About this exercise |
Wherever a line holds the word "DRUŽSTEVNÍ", copy that line from the data.
*** Data ***
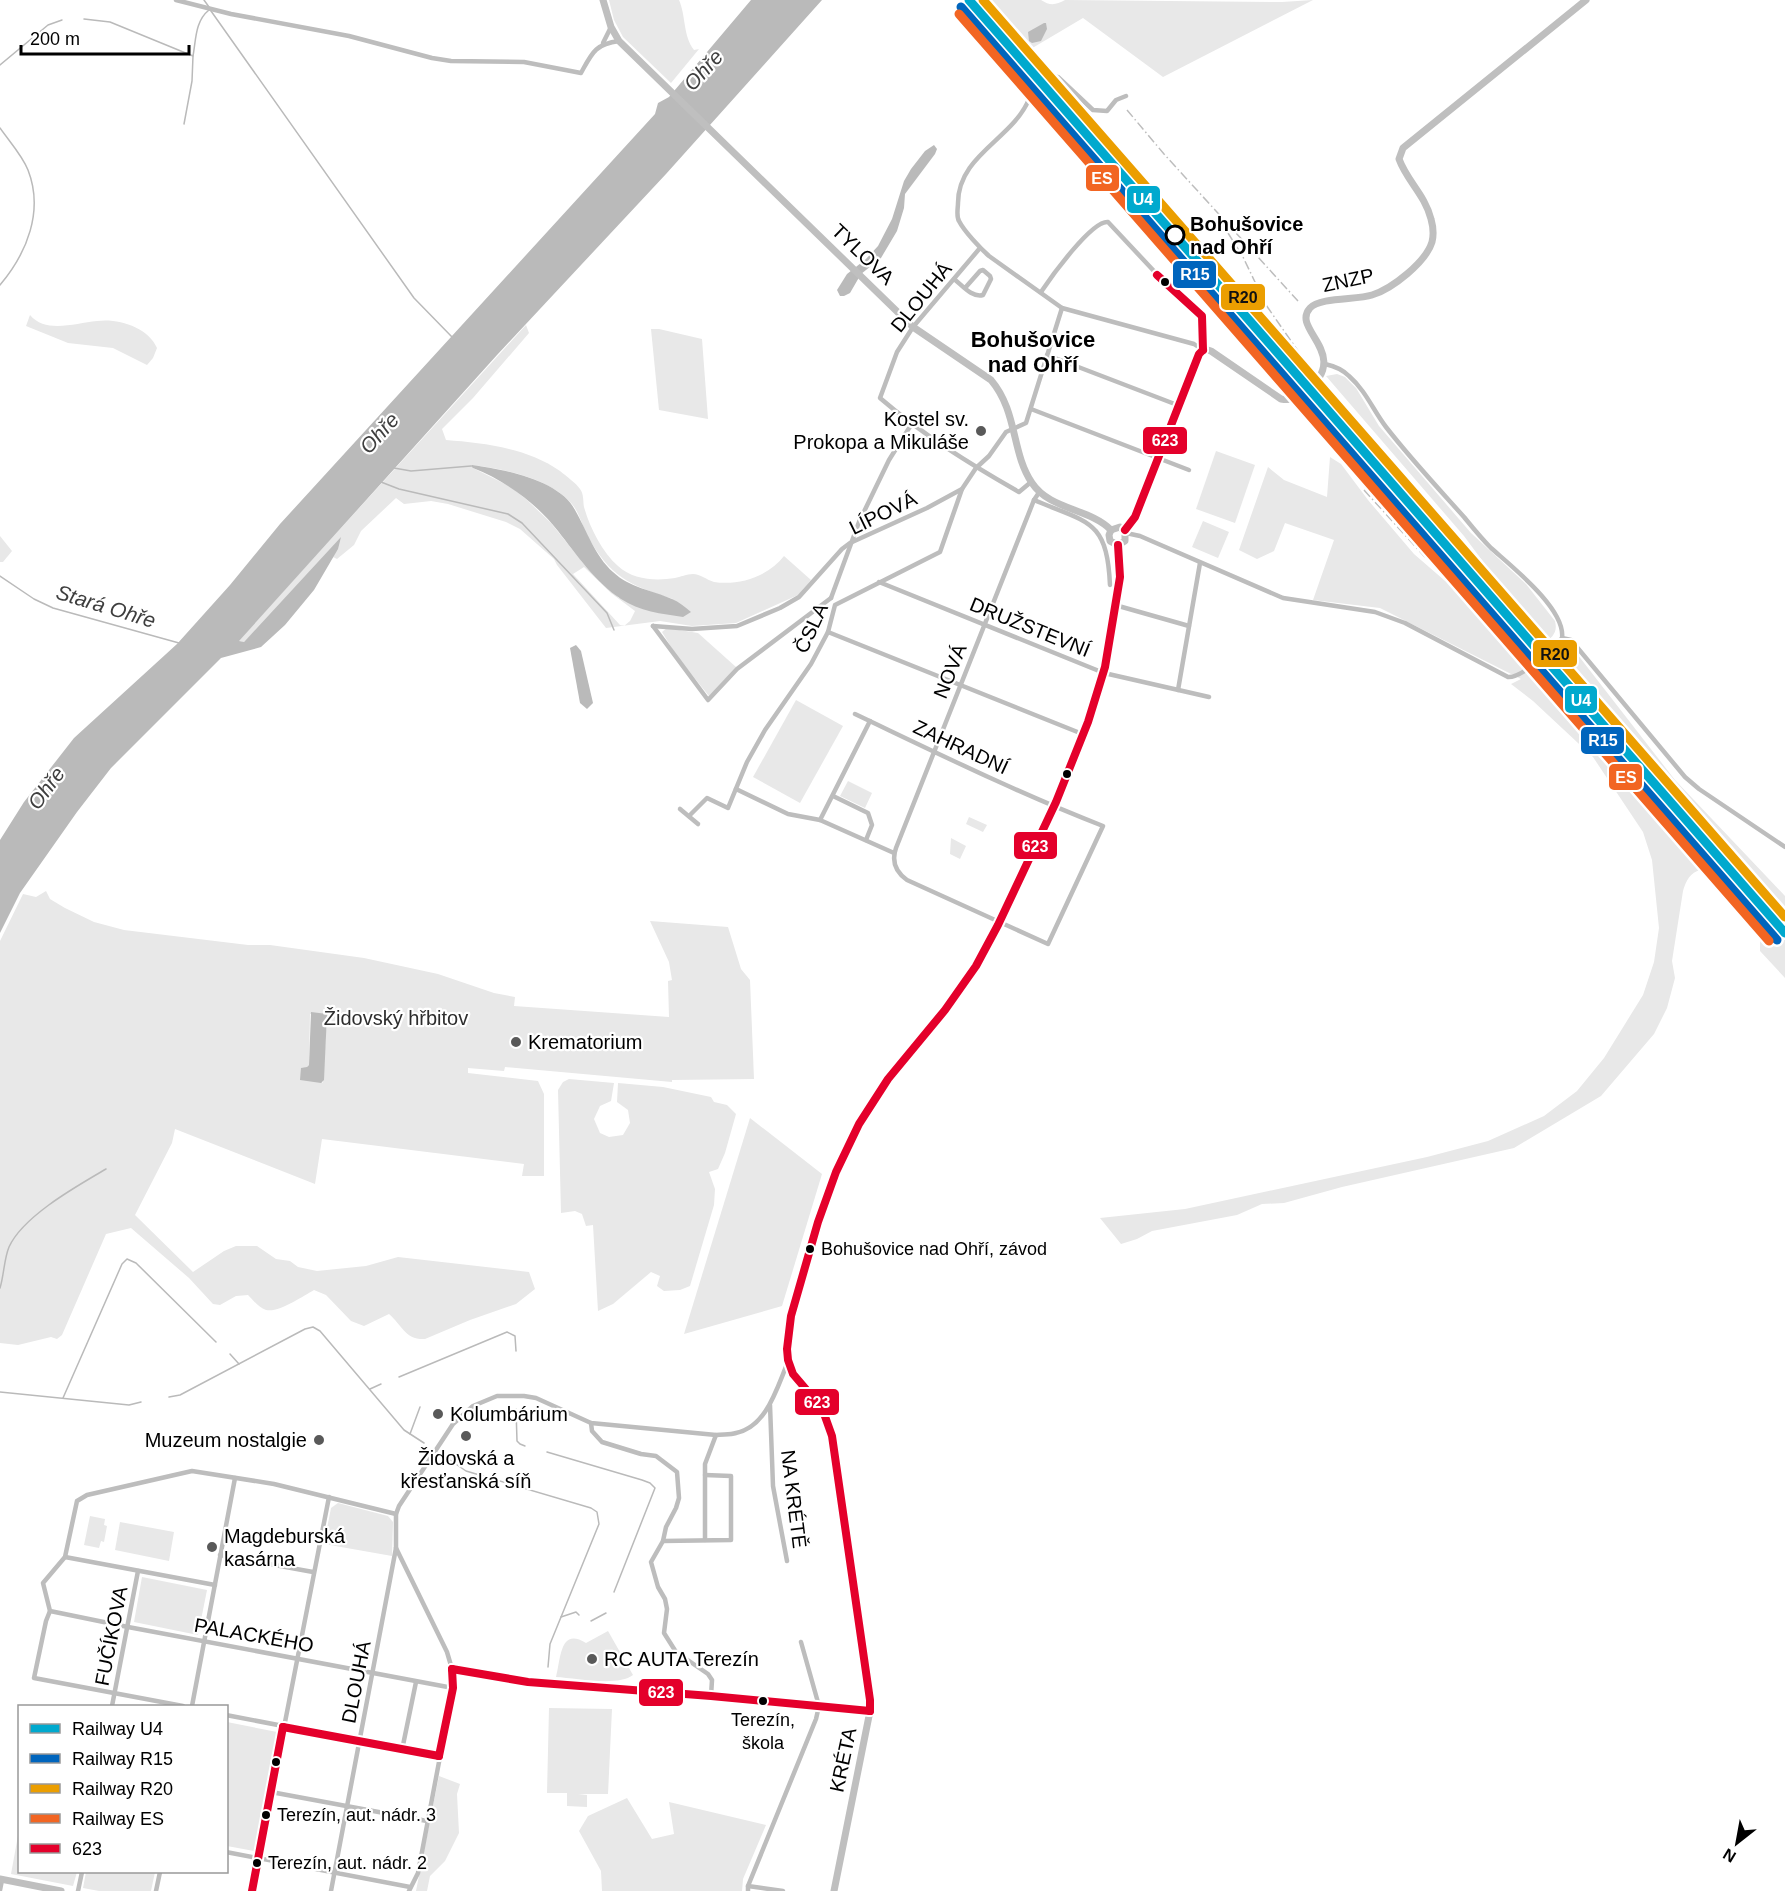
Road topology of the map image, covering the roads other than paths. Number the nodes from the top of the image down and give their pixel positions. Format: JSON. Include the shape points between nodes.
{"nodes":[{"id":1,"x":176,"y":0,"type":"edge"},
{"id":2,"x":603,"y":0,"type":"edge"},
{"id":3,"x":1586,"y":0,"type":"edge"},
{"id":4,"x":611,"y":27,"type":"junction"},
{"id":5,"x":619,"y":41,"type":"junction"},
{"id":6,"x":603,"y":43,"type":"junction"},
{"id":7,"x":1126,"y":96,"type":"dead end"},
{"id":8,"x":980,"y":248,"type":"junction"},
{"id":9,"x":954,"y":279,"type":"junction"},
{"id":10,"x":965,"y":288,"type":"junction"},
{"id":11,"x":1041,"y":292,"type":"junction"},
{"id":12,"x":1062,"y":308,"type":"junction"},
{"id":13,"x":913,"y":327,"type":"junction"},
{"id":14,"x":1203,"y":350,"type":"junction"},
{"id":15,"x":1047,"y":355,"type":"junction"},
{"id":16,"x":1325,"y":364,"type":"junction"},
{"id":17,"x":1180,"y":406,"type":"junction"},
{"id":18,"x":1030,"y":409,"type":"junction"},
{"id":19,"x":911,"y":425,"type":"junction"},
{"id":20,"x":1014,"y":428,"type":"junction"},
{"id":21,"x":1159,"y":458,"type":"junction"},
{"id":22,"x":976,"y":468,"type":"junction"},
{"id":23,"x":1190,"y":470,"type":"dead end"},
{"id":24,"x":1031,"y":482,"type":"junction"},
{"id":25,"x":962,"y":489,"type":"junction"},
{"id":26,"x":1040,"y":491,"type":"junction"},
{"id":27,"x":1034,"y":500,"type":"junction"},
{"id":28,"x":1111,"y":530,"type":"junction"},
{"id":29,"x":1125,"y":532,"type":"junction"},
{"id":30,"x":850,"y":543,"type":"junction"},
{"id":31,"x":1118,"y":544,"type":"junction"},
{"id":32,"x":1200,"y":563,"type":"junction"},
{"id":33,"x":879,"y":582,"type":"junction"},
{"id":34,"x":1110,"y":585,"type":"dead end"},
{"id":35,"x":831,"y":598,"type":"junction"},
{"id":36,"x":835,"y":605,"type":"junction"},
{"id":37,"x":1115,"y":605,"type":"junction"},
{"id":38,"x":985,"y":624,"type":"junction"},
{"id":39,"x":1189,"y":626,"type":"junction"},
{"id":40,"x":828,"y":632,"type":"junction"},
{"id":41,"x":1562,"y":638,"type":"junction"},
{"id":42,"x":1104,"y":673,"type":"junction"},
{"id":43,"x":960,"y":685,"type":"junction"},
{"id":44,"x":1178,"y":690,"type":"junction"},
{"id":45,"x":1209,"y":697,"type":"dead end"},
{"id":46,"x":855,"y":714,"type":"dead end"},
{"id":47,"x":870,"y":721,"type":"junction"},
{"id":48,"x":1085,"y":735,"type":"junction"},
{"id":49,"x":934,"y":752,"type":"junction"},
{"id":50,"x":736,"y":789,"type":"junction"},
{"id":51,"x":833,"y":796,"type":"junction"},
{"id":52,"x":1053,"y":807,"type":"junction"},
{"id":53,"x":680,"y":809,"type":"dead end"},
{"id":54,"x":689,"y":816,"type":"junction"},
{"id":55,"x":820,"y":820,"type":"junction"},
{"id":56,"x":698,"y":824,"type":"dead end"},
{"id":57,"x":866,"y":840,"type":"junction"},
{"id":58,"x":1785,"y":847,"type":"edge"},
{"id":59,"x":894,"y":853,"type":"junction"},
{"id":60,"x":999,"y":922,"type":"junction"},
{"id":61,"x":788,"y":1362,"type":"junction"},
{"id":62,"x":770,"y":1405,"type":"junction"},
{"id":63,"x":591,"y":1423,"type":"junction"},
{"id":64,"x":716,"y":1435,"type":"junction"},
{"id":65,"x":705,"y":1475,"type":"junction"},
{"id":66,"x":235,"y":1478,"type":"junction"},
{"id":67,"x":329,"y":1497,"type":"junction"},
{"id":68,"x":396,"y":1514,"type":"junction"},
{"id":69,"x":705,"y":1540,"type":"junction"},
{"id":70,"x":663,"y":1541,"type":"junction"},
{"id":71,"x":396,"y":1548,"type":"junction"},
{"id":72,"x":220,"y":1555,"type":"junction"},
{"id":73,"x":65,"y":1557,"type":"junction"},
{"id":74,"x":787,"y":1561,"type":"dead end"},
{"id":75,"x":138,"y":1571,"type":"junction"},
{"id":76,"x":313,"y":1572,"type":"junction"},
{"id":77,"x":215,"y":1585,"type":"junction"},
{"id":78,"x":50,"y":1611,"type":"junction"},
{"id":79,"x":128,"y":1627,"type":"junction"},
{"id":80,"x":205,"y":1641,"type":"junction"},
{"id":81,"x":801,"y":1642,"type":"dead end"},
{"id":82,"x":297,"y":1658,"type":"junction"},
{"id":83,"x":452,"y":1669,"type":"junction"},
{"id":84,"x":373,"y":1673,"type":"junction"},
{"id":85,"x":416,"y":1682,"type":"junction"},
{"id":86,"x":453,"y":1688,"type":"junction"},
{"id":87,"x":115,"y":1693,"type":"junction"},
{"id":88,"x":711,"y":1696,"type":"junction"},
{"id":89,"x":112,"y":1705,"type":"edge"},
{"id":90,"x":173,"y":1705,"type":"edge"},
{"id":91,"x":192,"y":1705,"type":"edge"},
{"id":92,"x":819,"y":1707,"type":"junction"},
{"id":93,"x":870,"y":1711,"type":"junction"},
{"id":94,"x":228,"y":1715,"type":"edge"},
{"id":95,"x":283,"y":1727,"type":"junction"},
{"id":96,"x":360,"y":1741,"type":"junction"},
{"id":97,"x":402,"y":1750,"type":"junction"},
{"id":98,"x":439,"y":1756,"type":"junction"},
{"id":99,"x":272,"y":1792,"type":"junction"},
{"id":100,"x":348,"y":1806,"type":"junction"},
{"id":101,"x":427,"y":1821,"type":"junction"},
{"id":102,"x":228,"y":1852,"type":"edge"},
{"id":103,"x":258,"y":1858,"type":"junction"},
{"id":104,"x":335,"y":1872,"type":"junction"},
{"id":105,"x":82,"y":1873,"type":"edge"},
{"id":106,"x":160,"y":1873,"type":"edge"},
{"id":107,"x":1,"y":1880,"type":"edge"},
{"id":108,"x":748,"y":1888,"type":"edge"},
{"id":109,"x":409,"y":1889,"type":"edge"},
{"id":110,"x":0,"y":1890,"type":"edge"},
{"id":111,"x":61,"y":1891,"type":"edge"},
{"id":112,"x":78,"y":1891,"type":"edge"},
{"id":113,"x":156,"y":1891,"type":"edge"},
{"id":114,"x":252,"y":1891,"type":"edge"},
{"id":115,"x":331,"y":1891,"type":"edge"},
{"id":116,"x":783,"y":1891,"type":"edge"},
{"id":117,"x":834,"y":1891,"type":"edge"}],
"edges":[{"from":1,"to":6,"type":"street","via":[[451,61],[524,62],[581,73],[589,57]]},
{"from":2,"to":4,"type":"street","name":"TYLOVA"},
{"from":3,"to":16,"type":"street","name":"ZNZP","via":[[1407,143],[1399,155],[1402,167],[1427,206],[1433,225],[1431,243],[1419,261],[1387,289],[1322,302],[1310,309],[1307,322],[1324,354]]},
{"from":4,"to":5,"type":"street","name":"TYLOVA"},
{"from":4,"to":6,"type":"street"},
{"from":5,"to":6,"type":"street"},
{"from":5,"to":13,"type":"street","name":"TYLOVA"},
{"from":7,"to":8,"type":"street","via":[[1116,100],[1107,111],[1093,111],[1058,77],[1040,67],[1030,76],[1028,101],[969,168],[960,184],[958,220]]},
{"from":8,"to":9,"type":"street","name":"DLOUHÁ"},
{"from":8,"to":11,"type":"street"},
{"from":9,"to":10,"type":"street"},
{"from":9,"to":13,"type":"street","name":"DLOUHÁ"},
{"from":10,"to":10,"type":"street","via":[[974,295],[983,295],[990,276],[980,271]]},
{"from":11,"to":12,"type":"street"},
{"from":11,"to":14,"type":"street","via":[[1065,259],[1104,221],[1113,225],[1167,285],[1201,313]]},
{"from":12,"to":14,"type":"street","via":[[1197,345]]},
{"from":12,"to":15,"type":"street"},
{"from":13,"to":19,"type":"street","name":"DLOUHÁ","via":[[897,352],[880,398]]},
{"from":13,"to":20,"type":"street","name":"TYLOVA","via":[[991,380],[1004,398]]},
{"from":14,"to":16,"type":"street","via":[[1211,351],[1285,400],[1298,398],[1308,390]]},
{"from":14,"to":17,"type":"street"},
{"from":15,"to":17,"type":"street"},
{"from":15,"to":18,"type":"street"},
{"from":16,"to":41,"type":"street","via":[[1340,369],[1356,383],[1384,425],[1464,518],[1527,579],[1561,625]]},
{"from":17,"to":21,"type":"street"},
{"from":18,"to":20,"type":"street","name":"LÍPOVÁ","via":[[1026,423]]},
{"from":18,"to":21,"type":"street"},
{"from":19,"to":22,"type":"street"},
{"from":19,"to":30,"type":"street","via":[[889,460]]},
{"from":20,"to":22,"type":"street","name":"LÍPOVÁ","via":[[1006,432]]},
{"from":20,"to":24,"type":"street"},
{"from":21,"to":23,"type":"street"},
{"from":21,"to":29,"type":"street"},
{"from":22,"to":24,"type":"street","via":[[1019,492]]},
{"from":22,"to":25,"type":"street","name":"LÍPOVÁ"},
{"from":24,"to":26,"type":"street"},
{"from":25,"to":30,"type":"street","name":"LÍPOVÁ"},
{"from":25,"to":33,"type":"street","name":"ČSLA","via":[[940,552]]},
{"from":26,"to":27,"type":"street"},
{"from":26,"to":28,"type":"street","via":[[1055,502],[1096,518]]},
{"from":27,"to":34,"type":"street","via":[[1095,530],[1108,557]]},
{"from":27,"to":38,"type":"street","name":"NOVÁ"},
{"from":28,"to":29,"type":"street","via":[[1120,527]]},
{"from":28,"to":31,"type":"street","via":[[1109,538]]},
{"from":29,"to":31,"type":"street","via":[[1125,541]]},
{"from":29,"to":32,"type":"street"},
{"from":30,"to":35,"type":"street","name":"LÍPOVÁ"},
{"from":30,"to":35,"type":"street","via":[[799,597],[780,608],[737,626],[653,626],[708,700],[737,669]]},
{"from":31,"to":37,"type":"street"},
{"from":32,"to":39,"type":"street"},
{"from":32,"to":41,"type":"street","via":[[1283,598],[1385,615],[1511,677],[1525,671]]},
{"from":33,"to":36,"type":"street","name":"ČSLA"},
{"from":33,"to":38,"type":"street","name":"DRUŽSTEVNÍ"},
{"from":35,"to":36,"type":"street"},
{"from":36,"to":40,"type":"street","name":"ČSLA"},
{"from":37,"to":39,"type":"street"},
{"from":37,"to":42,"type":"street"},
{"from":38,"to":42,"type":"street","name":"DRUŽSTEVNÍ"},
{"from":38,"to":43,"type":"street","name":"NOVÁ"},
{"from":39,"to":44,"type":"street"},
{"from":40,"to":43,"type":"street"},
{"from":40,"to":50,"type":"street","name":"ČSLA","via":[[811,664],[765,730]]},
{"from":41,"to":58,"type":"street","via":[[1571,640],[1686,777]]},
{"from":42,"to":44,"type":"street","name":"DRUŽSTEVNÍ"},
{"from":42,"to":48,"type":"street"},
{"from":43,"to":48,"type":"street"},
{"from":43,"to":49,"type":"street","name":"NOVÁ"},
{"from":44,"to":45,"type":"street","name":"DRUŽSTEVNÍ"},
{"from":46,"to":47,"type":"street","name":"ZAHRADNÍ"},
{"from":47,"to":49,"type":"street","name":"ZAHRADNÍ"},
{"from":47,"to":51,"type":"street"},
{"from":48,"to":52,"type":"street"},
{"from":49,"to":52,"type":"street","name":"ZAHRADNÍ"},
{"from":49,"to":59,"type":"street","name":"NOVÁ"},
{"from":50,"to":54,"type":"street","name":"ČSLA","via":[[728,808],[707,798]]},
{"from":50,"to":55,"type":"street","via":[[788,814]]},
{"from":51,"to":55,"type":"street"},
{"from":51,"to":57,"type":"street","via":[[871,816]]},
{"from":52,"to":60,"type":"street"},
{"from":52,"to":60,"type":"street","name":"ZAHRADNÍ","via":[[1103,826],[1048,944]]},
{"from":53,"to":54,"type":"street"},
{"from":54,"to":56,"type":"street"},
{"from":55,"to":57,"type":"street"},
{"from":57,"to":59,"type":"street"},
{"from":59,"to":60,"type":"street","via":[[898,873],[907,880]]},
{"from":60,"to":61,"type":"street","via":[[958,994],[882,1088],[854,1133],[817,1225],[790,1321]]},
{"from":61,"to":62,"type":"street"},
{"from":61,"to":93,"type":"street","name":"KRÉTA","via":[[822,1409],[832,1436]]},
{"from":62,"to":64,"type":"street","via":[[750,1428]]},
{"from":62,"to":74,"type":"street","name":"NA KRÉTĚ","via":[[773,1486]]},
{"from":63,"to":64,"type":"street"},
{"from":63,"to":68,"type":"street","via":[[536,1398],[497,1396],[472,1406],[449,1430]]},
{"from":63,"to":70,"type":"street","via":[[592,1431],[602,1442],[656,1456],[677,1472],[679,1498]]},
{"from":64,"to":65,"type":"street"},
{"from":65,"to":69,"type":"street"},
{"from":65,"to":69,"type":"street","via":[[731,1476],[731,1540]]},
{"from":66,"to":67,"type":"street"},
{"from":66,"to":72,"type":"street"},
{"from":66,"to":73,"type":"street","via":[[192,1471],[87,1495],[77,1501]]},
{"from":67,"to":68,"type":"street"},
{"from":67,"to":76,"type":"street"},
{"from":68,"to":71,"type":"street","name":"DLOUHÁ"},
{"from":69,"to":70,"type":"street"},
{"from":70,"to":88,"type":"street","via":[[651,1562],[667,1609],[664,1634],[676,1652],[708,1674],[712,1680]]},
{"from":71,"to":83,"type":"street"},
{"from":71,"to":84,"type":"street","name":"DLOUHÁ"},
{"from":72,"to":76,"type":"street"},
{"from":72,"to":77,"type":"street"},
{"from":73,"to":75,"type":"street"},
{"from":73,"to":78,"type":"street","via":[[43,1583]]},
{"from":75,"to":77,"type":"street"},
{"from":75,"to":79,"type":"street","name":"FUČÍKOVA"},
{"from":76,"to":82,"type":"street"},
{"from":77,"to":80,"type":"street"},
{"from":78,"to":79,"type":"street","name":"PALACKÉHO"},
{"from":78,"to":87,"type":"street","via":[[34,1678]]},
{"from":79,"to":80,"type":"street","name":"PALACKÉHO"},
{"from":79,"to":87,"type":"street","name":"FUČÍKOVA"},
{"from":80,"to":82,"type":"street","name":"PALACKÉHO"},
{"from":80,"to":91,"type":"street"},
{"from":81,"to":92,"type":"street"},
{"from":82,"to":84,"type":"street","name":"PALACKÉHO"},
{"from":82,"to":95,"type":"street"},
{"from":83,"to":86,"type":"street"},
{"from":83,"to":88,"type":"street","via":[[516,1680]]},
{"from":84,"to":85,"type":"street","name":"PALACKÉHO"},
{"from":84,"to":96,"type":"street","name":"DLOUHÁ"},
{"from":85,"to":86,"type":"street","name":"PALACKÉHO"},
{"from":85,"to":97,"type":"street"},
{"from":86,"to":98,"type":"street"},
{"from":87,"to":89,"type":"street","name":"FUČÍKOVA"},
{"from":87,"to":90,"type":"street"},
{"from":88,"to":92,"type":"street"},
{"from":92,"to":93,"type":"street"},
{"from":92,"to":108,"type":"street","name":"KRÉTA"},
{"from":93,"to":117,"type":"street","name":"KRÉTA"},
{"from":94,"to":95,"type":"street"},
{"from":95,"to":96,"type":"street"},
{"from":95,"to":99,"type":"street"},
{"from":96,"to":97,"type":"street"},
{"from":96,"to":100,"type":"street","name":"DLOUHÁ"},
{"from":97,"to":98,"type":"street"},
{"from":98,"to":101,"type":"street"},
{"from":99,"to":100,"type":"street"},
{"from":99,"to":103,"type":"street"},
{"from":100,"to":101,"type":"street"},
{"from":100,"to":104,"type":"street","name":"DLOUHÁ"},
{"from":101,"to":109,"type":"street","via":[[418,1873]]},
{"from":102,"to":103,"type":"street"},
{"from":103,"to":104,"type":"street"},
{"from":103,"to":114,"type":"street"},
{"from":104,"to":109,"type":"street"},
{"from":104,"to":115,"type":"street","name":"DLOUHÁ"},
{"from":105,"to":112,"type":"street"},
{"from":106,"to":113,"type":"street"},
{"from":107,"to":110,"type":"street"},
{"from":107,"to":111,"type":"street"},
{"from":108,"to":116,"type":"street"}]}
*** End of Data ***
Result below |
{"from":33,"to":38,"type":"street","name":"DRUŽSTEVNÍ"},
{"from":38,"to":42,"type":"street","name":"DRUŽSTEVNÍ"},
{"from":42,"to":44,"type":"street","name":"DRUŽSTEVNÍ"},
{"from":44,"to":45,"type":"street","name":"DRUŽSTEVNÍ"},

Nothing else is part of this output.